Non vorrei prendere in considerazione i testi di Virgilio (anche se comunque farò riferimento, necessariamente, al proemio), bensì vorrei sottolineare la relazione con il modello greco (preciso che Virgilio aveva a disposizione anche il testo di Apollonio Rodio, le Argonautiche).
La creazione letteraria, soprattutto nel mondo classico, è continuo riferimento a tutto ciò che di artistico è stato scritto, a tutto ciò che compone la lingua della letteratura. Nel proemio del suo poema, Virgilio non può non tenere conto dei proemi delle due opere epiche insuperate, quelli omerici. Anzi proprio attraverso questi riferimenti, l’autore “dichiara” che la sua poesia appartiene al genere epico: ne rispetta le regole, a partire dall’obbedienza al modello che, comunque, egli rinnova.
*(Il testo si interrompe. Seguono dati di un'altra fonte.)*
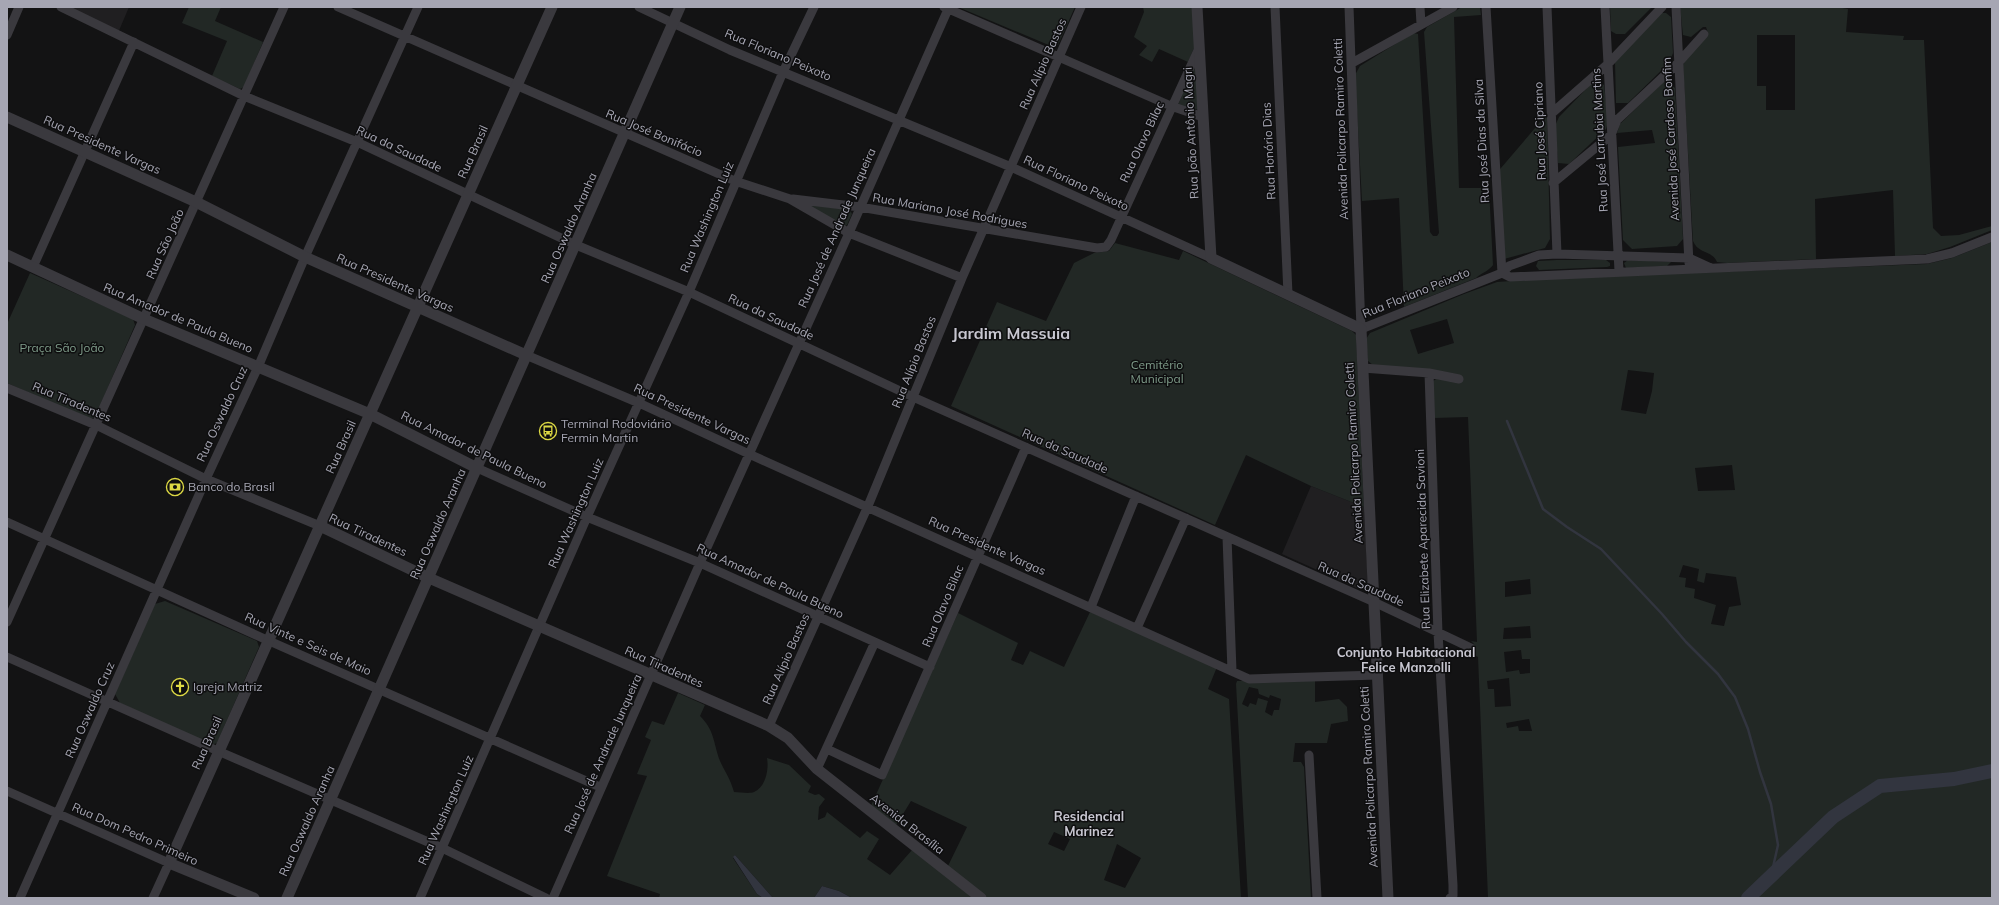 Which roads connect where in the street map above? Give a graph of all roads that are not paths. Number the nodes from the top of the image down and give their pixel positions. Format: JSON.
{"nodes":[{"id":1,"x":19,"y":7,"type":"edge"},
{"id":2,"x":61,"y":7,"type":"edge"},
{"id":3,"x":284,"y":7,"type":"edge"},
{"id":4,"x":338,"y":7,"type":"edge"},
{"id":5,"x":418,"y":7,"type":"edge"},
{"id":6,"x":552,"y":7,"type":"edge"},
{"id":7,"x":639,"y":7,"type":"edge"},
{"id":8,"x":680,"y":7,"type":"edge"},
{"id":9,"x":814,"y":7,"type":"edge"},
{"id":10,"x":1081,"y":7,"type":"edge"},
{"id":11,"x":1197,"y":7,"type":"edge"},
{"id":12,"x":1275,"y":7,"type":"edge"},
{"id":13,"x":1349,"y":7,"type":"edge"},
{"id":14,"x":1420,"y":7,"type":"edge"},
{"id":15,"x":1453,"y":7,"type":"edge"},
{"id":16,"x":1486,"y":7,"type":"edge"},
{"id":17,"x":1547,"y":7,"type":"edge"},
{"id":18,"x":1605,"y":7,"type":"edge"},
{"id":19,"x":1662,"y":7,"type":"edge"},
{"id":20,"x":1676,"y":7,"type":"edge"},
{"id":21,"x":947,"y":8,"type":"edge"},
{"id":22,"x":673,"y":23,"type":"junction"},
{"id":23,"x":1421,"y":24,"type":"junction"},
{"id":24,"x":1704,"y":34,"type":"dead end"},
{"id":25,"x":7,"y":35,"type":"edge"},
{"id":26,"x":405,"y":36,"type":"junction"},
{"id":27,"x":134,"y":42,"type":"junction"},
{"id":28,"x":1200,"y":48,"type":"junction"},
{"id":29,"x":1059,"y":57,"type":"junction"},
{"id":30,"x":1679,"y":62,"type":"junction"},
{"id":31,"x":1352,"y":63,"type":"junction"},
{"id":32,"x":1608,"y":64,"type":"junction"},
{"id":33,"x":783,"y":72,"type":"junction"},
{"id":34,"x":516,"y":86,"type":"junction"},
{"id":35,"x":244,"y":96,"type":"junction"},
{"id":36,"x":1171,"y":106,"type":"junction"},
{"id":37,"x":1552,"y":114,"type":"junction"},
{"id":38,"x":7,"y":117,"type":"edge"},
{"id":39,"x":1203,"y":117,"type":"junction"},
{"id":40,"x":898,"y":119,"type":"junction"},
{"id":41,"x":625,"y":133,"type":"junction"},
{"id":42,"x":1611,"y":135,"type":"junction"},
{"id":43,"x":357,"y":142,"type":"junction"},
{"id":44,"x":85,"y":153,"type":"junction"},
{"id":45,"x":1011,"y":167,"type":"junction"},
{"id":46,"x":736,"y":181,"type":"junction"},
{"id":47,"x":1554,"y":183,"type":"junction"},
{"id":48,"x":468,"y":195,"type":"junction"},
{"id":49,"x":790,"y":199,"type":"junction"},
{"id":50,"x":196,"y":202,"type":"junction"},
{"id":51,"x":860,"y":207,"type":"junction"},
{"id":52,"x":1120,"y":217,"type":"junction"},
{"id":53,"x":984,"y":229,"type":"junction"},
{"id":54,"x":849,"y":233,"type":"junction"},
{"id":55,"x":1992,"y":237,"type":"edge"},
{"id":56,"x":576,"y":245,"type":"junction"},
{"id":57,"x":1106,"y":247,"type":"joint"},
{"id":58,"x":1557,"y":254,"type":"junction"},
{"id":59,"x":7,"y":255,"type":"edge"},
{"id":60,"x":1618,"y":256,"type":"junction"},
{"id":61,"x":305,"y":257,"type":"junction"},
{"id":62,"x":1211,"y":258,"type":"junction"},
{"id":63,"x":1689,"y":258,"type":"junction"},
{"id":64,"x":33,"y":267,"type":"junction"},
{"id":65,"x":1711,"y":268,"type":"junction"},
{"id":66,"x":1690,"y":269,"type":"junction"},
{"id":67,"x":1619,"y":271,"type":"junction"},
{"id":68,"x":1502,"y":274,"type":"junction"},
{"id":69,"x":962,"y":278,"type":"junction"},
{"id":70,"x":689,"y":292,"type":"junction"},
{"id":71,"x":1288,"y":294,"type":"junction"},
{"id":72,"x":418,"y":306,"type":"junction"},
{"id":73,"x":144,"y":319,"type":"junction"},
{"id":74,"x":1361,"y":329,"type":"junction"},
{"id":75,"x":798,"y":343,"type":"junction"},
{"id":76,"x":526,"y":356,"type":"junction"},
{"id":77,"x":258,"y":367,"type":"junction"},
{"id":78,"x":1363,"y":368,"type":"junction"},
{"id":79,"x":1429,"y":373,"type":"junction"},
{"id":80,"x":1460,"y":379,"type":"dead end"},
{"id":81,"x":7,"y":388,"type":"edge"},
{"id":82,"x":913,"y":397,"type":"junction"},
{"id":83,"x":639,"y":403,"type":"junction"},
{"id":84,"x":370,"y":414,"type":"junction"},
{"id":85,"x":96,"y":425,"type":"junction"},
{"id":86,"x":1026,"y":447,"type":"junction"},
{"id":87,"x":749,"y":454,"type":"junction"},
{"id":88,"x":477,"y":468,"type":"junction"},
{"id":89,"x":206,"y":478,"type":"junction"},
{"id":90,"x":1136,"y":496,"type":"junction"},
{"id":91,"x":868,"y":506,"type":"junction"},
{"id":92,"x":587,"y":517,"type":"junction"},
{"id":93,"x":1186,"y":518,"type":"junction"},
{"id":94,"x":7,"y":522,"type":"edge"},
{"id":95,"x":320,"y":526,"type":"junction"},
{"id":96,"x":1227,"y":537,"type":"junction"},
{"id":97,"x":45,"y":539,"type":"junction"},
{"id":98,"x":978,"y":556,"type":"junction"},
{"id":99,"x":700,"y":563,"type":"junction"},
{"id":100,"x":429,"y":578,"type":"junction"},
{"id":101,"x":157,"y":590,"type":"junction"},
{"id":102,"x":1374,"y":602,"type":"junction"},
{"id":103,"x":1091,"y":607,"type":"junction"},
{"id":104,"x":818,"y":618,"type":"junction"},
{"id":105,"x":7,"y":622,"type":"edge"},
{"id":106,"x":540,"y":626,"type":"junction"},
{"id":107,"x":1137,"y":628,"type":"junction"},
{"id":108,"x":1438,"y":633,"type":"junction"},
{"id":109,"x":267,"y":640,"type":"junction"},
{"id":110,"x":875,"y":642,"type":"junction"},
{"id":111,"x":1471,"y":648,"type":"dead end"},
{"id":112,"x":7,"y":657,"type":"edge"},
{"id":113,"x":930,"y":667,"type":"junction"},
{"id":114,"x":1232,"y":671,"type":"junction"},
{"id":115,"x":1378,"y":675,"type":"junction"},
{"id":116,"x":651,"y":676,"type":"junction"},
{"id":117,"x":380,"y":689,"type":"junction"},
{"id":118,"x":107,"y":701,"type":"junction"},
{"id":119,"x":769,"y":726,"type":"junction"},
{"id":120,"x":490,"y":740,"type":"junction"},
{"id":121,"x":827,"y":749,"type":"junction"},
{"id":122,"x":218,"y":751,"type":"junction"},
{"id":123,"x":1309,"y":754,"type":"dead end"},
{"id":124,"x":817,"y":769,"type":"junction"},
{"id":125,"x":600,"y":787,"type":"junction"},
{"id":126,"x":7,"y":791,"type":"edge"},
{"id":127,"x":331,"y":799,"type":"junction"},
{"id":128,"x":56,"y":813,"type":"junction"},
{"id":129,"x":442,"y":848,"type":"junction"},
{"id":130,"x":169,"y":863,"type":"junction"},
{"id":131,"x":23,"y":897,"type":"edge"},
{"id":132,"x":1452,"y":897,"type":"edge"},
{"id":133,"x":153,"y":898,"type":"edge"},
{"id":134,"x":254,"y":898,"type":"edge"},
{"id":135,"x":287,"y":898,"type":"edge"},
{"id":136,"x":420,"y":898,"type":"edge"},
{"id":137,"x":546,"y":898,"type":"edge"},
{"id":138,"x":553,"y":898,"type":"edge"},
{"id":139,"x":981,"y":898,"type":"edge"},
{"id":140,"x":1317,"y":898,"type":"edge"},
{"id":141,"x":1388,"y":898,"type":"edge"}],
"edges":[{"from":1,"to":25,"type":"street"},
{"from":2,"to":27,"type":"street","name":"Rua da Saudade"},
{"from":3,"to":35,"type":"street","name":"Rua São João"},
{"from":4,"to":26,"type":"street","name":"Rua José Bonifácio"},
{"from":5,"to":26,"type":"street","name":"Rua Oswaldo Cruz"},
{"from":6,"to":34,"type":"street","name":"Rua Brasil"},
{"from":7,"to":22,"type":"street","name":"Rua Floriano Peixoto"},
{"from":8,"to":22,"type":"street","name":"Rua Oswaldo Aranha"},
{"from":9,"to":33,"type":"street","name":"Rua Washington Luiz"},
{"from":10,"to":29,"type":"street","name":"Rua Alípio Bastos"},
{"from":11,"to":28,"type":"street","name":"Rua João Antônio Magri"},
{"from":12,"to":71,"type":"street","name":"Rua Honório Dias"},
{"from":13,"to":31,"type":"street","name":"Avenida Policarpo Ramiro Coletti"},
{"from":14,"to":23,"type":"street"},
{"from":15,"to":23,"type":"street"},
{"from":16,"to":68,"type":"street","name":"Rua José Dias da Silva"},
{"from":17,"to":37,"type":"street","name":"Rua José Cipriano"},
{"from":18,"to":32,"type":"street","name":"Rua José Larrubia Martins"},
{"from":19,"to":32,"type":"street"},
{"from":20,"to":30,"type":"street","name":"Avenida José Cardoso Bonfim"},
{"from":21,"to":29,"type":"street"},
{"from":21,"to":40,"type":"street","name":"Rua José de Andrade Junqueira"},
{"from":22,"to":33,"type":"street","name":"Rua Floriano Peixoto"},
{"from":22,"to":41,"type":"street","name":"Rua Oswaldo Aranha"},
{"from":23,"to":31,"type":"street"},
{"from":24,"to":30,"type":"street"},
{"from":26,"to":34,"type":"street","name":"Rua José Bonifácio"},
{"from":26,"to":43,"type":"street","name":"Rua Oswaldo Cruz"},
{"from":27,"to":35,"type":"street","name":"Rua da Saudade"},
{"from":27,"to":44,"type":"street"},
{"from":28,"to":36,"type":"street","name":"Rua Olavo Bilac"},
{"from":28,"to":39,"type":"street","name":"Rua João Antônio Magri"},
{"from":29,"to":36,"type":"street"},
{"from":29,"to":45,"type":"street","name":"Rua Alípio Bastos"},
{"from":30,"to":42,"type":"street"},
{"from":30,"to":63,"type":"street","name":"Avenida José Cardoso Bonfim"},
{"from":31,"to":74,"type":"street","name":"Avenida Policarpo Ramiro Coletti"},
{"from":32,"to":37,"type":"street"},
{"from":32,"to":42,"type":"street","name":"Rua José Larrubia Martins"},
{"from":33,"to":40,"type":"street","name":"Rua Floriano Peixoto"},
{"from":33,"to":46,"type":"street","name":"Rua Washington Luiz"},
{"from":34,"to":41,"type":"street","name":"Rua José Bonifácio"},
{"from":34,"to":48,"type":"street","name":"Rua Brasil"},
{"from":35,"to":43,"type":"street","name":"Rua da Saudade"},
{"from":35,"to":50,"type":"street","name":"Rua São João"},
{"from":36,"to":39,"type":"street"},
{"from":36,"to":52,"type":"street","name":"Rua Olavo Bilac"},
{"from":37,"to":47,"type":"street","name":"Rua José Cipriano"},
{"from":38,"to":44,"type":"street","name":"Rua Presidente Vargas"},
{"from":39,"to":62,"type":"street","name":"Rua João Antônio Magri"},
{"from":40,"to":45,"type":"street","name":"Rua Floriano Peixoto"},
{"from":40,"to":51,"type":"street","name":"Rua José de Andrade Junqueira"},
{"from":41,"to":46,"type":"street","name":"Rua José Bonifácio"},
{"from":41,"to":56,"type":"street","name":"Rua Oswaldo Aranha"},
{"from":42,"to":47,"type":"street"},
{"from":42,"to":60,"type":"street","name":"Rua José Larrubia Martins"},
{"from":43,"to":48,"type":"street","name":"Rua da Saudade"},
{"from":43,"to":61,"type":"street","name":"Rua Oswaldo Cruz"},
{"from":44,"to":50,"type":"street","name":"Rua Presidente Vargas"},
{"from":44,"to":64,"type":"street"},
{"from":45,"to":52,"type":"street","name":"Rua Floriano Peixoto"},
{"from":45,"to":53,"type":"street","name":"Rua Alípio Bastos"},
{"from":46,"to":49,"type":"street","name":"Rua José Bonifácio"},
{"from":46,"to":70,"type":"street","name":"Rua Washington Luiz"},
{"from":47,"to":58,"type":"street","name":"Rua José Cipriano"},
{"from":48,"to":56,"type":"street","name":"Rua da Saudade"},
{"from":48,"to":72,"type":"street","name":"Rua Brasil"},
{"from":49,"to":51,"type":"street","name":"Rua Mariano José Rodrigues"},
{"from":49,"to":54,"type":"street","name":"Rua José Bonifácio"},
{"from":50,"to":61,"type":"street","name":"Rua Presidente Vargas"},
{"from":50,"to":73,"type":"street","name":"Rua São João"},
{"from":51,"to":53,"type":"street","name":"Rua Mariano José Rodrigues"},
{"from":51,"to":54,"type":"street","name":"Rua José de Andrade Junqueira"},
{"from":52,"to":57,"type":"street","name":"Rua Olavo Bilac"},
{"from":52,"to":62,"type":"street","name":"Rua Floriano Peixoto"},
{"from":53,"to":57,"type":"street","name":"Rua Mariano José Rodrigues"},
{"from":53,"to":69,"type":"street","name":"Rua Alípio Bastos"},
{"from":54,"to":69,"type":"street","name":"Rua José Bonifácio"},
{"from":54,"to":75,"type":"street","name":"Rua José de Andrade Junqueira"},
{"from":55,"to":65,"type":"street"},
{"from":56,"to":70,"type":"street","name":"Rua da Saudade"},
{"from":56,"to":76,"type":"street","name":"Rua Oswaldo Aranha"},
{"from":58,"to":60,"type":"street","name":"Rua Floriano Peixoto"},
{"from":58,"to":68,"type":"street","name":"Rua Floriano Peixoto"},
{"from":59,"to":64,"type":"street","name":"Rua Amador de Paula Bueno"},
{"from":60,"to":63,"type":"street","name":"Rua Floriano Peixoto"},
{"from":60,"to":67,"type":"street","name":"Rua José Larrubia Martins"},
{"from":61,"to":72,"type":"street","name":"Rua Presidente Vargas"},
{"from":61,"to":77,"type":"street","name":"Rua Oswaldo Cruz"},
{"from":62,"to":71,"type":"street","name":"Rua Floriano Peixoto"},
{"from":63,"to":65,"type":"street","name":"Rua Floriano Peixoto"},
{"from":63,"to":66,"type":"street","name":"Avenida José Cardoso Bonfim"},
{"from":64,"to":73,"type":"street","name":"Rua Amador de Paula Bueno"},
{"from":65,"to":66,"type":"street","name":"Rua Floriano Peixoto"},
{"from":66,"to":67,"type":"street","name":"Rua Floriano Peixoto"},
{"from":67,"to":68,"type":"street","name":"Rua Floriano Peixoto"},
{"from":68,"to":74,"type":"street","name":"Rua Floriano Peixoto"},
{"from":69,"to":82,"type":"street","name":"Rua Alípio Bastos"},
{"from":70,"to":75,"type":"street","name":"Rua da Saudade"},
{"from":70,"to":83,"type":"street","name":"Rua Washington Luiz"},
{"from":71,"to":74,"type":"street","name":"Rua Floriano Peixoto"},
{"from":72,"to":76,"type":"street","name":"Rua Presidente Vargas"},
{"from":72,"to":84,"type":"street","name":"Rua Brasil"},
{"from":73,"to":77,"type":"street","name":"Rua Amador de Paula Bueno"},
{"from":73,"to":85,"type":"street","name":"Rua São João"},
{"from":74,"to":78,"type":"street","name":"Avenida Policarpo Ramiro Coletti"},
{"from":75,"to":82,"type":"street","name":"Rua da Saudade"},
{"from":75,"to":87,"type":"street","name":"Rua José de Andrade Junqueira"},
{"from":76,"to":83,"type":"street","name":"Rua Presidente Vargas"},
{"from":76,"to":88,"type":"street","name":"Rua Oswaldo Aranha"},
{"from":77,"to":84,"type":"street","name":"Rua Amador de Paula Bueno"},
{"from":77,"to":89,"type":"street","name":"Rua Oswaldo Cruz"},
{"from":78,"to":79,"type":"street"},
{"from":78,"to":102,"type":"street","name":"Avenida Policarpo Ramiro Coletti"},
{"from":79,"to":80,"type":"street"},
{"from":79,"to":108,"type":"street","name":"Rua Elizabete Aparecida Savioni"},
{"from":81,"to":85,"type":"street","name":"Rua Tiradentes"},
{"from":82,"to":86,"type":"street","name":"Rua da Saudade"},
{"from":82,"to":91,"type":"street","name":"Rua Alípio Bastos"},
{"from":83,"to":87,"type":"street","name":"Rua Presidente Vargas"},
{"from":83,"to":92,"type":"street","name":"Rua Washington Luiz"},
{"from":84,"to":88,"type":"street","name":"Rua Amador de Paula Bueno"},
{"from":84,"to":95,"type":"street","name":"Rua Brasil"},
{"from":85,"to":89,"type":"street","name":"Rua Tiradentes"},
{"from":85,"to":97,"type":"street","name":"Rua São João"},
{"from":86,"to":90,"type":"street","name":"Rua da Saudade"},
{"from":86,"to":98,"type":"street","name":"Rua Olavo Bilac"},
{"from":87,"to":91,"type":"street","name":"Rua Presidente Vargas"},
{"from":87,"to":99,"type":"street","name":"Rua José de Andrade Junqueira"},
{"from":88,"to":92,"type":"street","name":"Rua Amador de Paula Bueno"},
{"from":88,"to":100,"type":"street","name":"Rua Oswaldo Aranha"},
{"from":89,"to":95,"type":"street","name":"Rua Tiradentes"},
{"from":89,"to":101,"type":"street","name":"Rua Oswaldo Cruz"},
{"from":90,"to":93,"type":"street","name":"Rua da Saudade"},
{"from":90,"to":103,"type":"street"},
{"from":91,"to":98,"type":"street","name":"Rua Presidente Vargas"},
{"from":91,"to":104,"type":"street","name":"Rua Alípio Bastos"},
{"from":92,"to":99,"type":"street","name":"Rua Amador de Paula Bueno"},
{"from":92,"to":106,"type":"street","name":"Rua Washington Luiz"},
{"from":93,"to":96,"type":"street","name":"Rua da Saudade"},
{"from":93,"to":107,"type":"street"},
{"from":94,"to":97,"type":"street","name":"Rua Vinte e Seis de Maio"},
{"from":95,"to":100,"type":"street","name":"Rua Tiradentes"},
{"from":95,"to":109,"type":"street","name":"Rua Brasil"},
{"from":96,"to":102,"type":"street","name":"Rua da Saudade"},
{"from":96,"to":114,"type":"street"},
{"from":97,"to":101,"type":"street","name":"Rua Vinte e Seis de Maio"},
{"from":97,"to":105,"type":"street","name":"Rua São João"},
{"from":98,"to":103,"type":"street","name":"Rua Presidente Vargas"},
{"from":98,"to":113,"type":"street","name":"Rua Olavo Bilac"},
{"from":99,"to":104,"type":"street","name":"Rua Amador de Paula Bueno"},
{"from":99,"to":116,"type":"street","name":"Rua José de Andrade Junqueira"},
{"from":100,"to":106,"type":"street","name":"Rua Tiradentes"},
{"from":100,"to":117,"type":"street","name":"Rua Oswaldo Aranha"},
{"from":101,"to":109,"type":"street","name":"Rua Vinte e Seis de Maio"},
{"from":101,"to":118,"type":"street","name":"Rua Oswaldo Cruz"},
{"from":102,"to":108,"type":"street","name":"Rua da Saudade"},
{"from":102,"to":115,"type":"street","name":"Avenida Policarpo Ramiro Coletti"},
{"from":103,"to":107,"type":"street","name":"Rua Presidente Vargas"},
{"from":104,"to":110,"type":"street","name":"Rua Amador de Paula Bueno"},
{"from":104,"to":119,"type":"street","name":"Rua Alípio Bastos"},
{"from":106,"to":116,"type":"street","name":"Rua Tiradentes"},
{"from":106,"to":120,"type":"street","name":"Rua Washington Luiz"},
{"from":107,"to":114,"type":"street","name":"Rua Presidente Vargas"},
{"from":108,"to":111,"type":"street","name":"Rua da Saudade"},
{"from":108,"to":132,"type":"street","name":"Rua Elizabete Aparecida Savioni"},
{"from":109,"to":117,"type":"street","name":"Rua Vinte e Seis de Maio"},
{"from":109,"to":122,"type":"street","name":"Rua Brasil"},
{"from":110,"to":113,"type":"street","name":"Rua Amador de Paula Bueno"},
{"from":110,"to":121,"type":"street"},
{"from":112,"to":118,"type":"street"},
{"from":113,"to":121,"type":"street","name":"Rua Olavo Bilac"},
{"from":114,"to":115,"type":"street","name":"Rua Presidente Vargas"},
{"from":115,"to":141,"type":"street","name":"Avenida Policarpo Ramiro Coletti"},
{"from":116,"to":119,"type":"street","name":"Rua Tiradentes"},
{"from":116,"to":125,"type":"street","name":"Rua José de Andrade Junqueira"},
{"from":117,"to":120,"type":"street","name":"Rua Vinte e Seis de Maio"},
{"from":117,"to":127,"type":"street","name":"Rua Oswaldo Aranha"},
{"from":118,"to":122,"type":"street"},
{"from":118,"to":128,"type":"street","name":"Rua Oswaldo Cruz"},
{"from":119,"to":124,"type":"street","name":"Rua Tiradentes"},
{"from":120,"to":125,"type":"street","name":"Rua Vinte e Seis de Maio"},
{"from":120,"to":129,"type":"street","name":"Rua Washington Luiz"},
{"from":121,"to":124,"type":"street"},
{"from":122,"to":127,"type":"street"},
{"from":122,"to":130,"type":"street","name":"Rua Brasil"},
{"from":123,"to":140,"type":"street"},
{"from":124,"to":139,"type":"street","name":"Avenida Brasília"},
{"from":125,"to":138,"type":"street","name":"Rua José de Andrade Junqueira"},
{"from":126,"to":128,"type":"street","name":"Rua Dom Pedro Primeiro"},
{"from":127,"to":129,"type":"street"},
{"from":127,"to":135,"type":"street","name":"Rua Oswaldo Aranha"},
{"from":128,"to":130,"type":"street","name":"Rua Dom Pedro Primeiro"},
{"from":128,"to":131,"type":"street","name":"Rua Oswaldo Cruz"},
{"from":129,"to":136,"type":"street","name":"Rua Washington Luiz"},
{"from":129,"to":137,"type":"street"},
{"from":130,"to":133,"type":"street","name":"Rua Brasil"},
{"from":130,"to":134,"type":"street","name":"Rua Dom Pedro Primeiro"}]}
Il proemio dell’Eneide inizia richiamando il primo verso dell’Odissea e procede con una articolazione tematica e sintattica che ricorda quella del proemio dell’Iliade. Ai poemi omerici fa riferimento anche la distribuzione della materia dell’intera opera: i primi sei libri contengono il racconto delle peregrinazioni di Enea, come l’Odissea narra il viaggio di Ulisse, mentre nei rimanenti sei libri viene raccontata la guerra sostenuta da Enea nel Lazio, attorno alla città di Lavinio, come l’Iliade narra un episodio dell’assedio posto dai Greci alla città di Troia.
Nel proemio, tuttavia, appare evidente l’originalità dell’epica virgiliana: già echi allusivi alla poesia omerica sono attesi dai lettori, data la scelta della materia leggendaria, ma vengono rinnovati dal poeta. Egli si presenta come narratore (cano), che si identifica con le ragioni del suo personaggio (insigne pietate virum) e si interroga sul senso dell’intervento divino nelle vicende dell’eroe (tantaene…irae?). L’eroe del poema non ritorna a casa, come Ulisse, ma abbandona la patria per un doloroso viaggio di esule (profugus … iactatus … passus); il Fato e il potere degli dei assumono una rilevanza problematica, tra i poli opposti della provvidenza e della persecuzione arbitraria; il termine della vicenda eroica è collocato nella storia contemporanea al poeta e ai lettori (altae moenia Romae).
Arma virumque cano, Troiae qui primus ab oris
Italiam, fato profugus, Laviniaque venit
litora, multum ille et terris iactatus et alto
vi superum saevae memorem Iunonis ob iram;
multa quoque et bello passus, dum conderet urbem,
inferretque deos Latio, genus unde Latinum,
Albanique patres, atque altae moenia Romae.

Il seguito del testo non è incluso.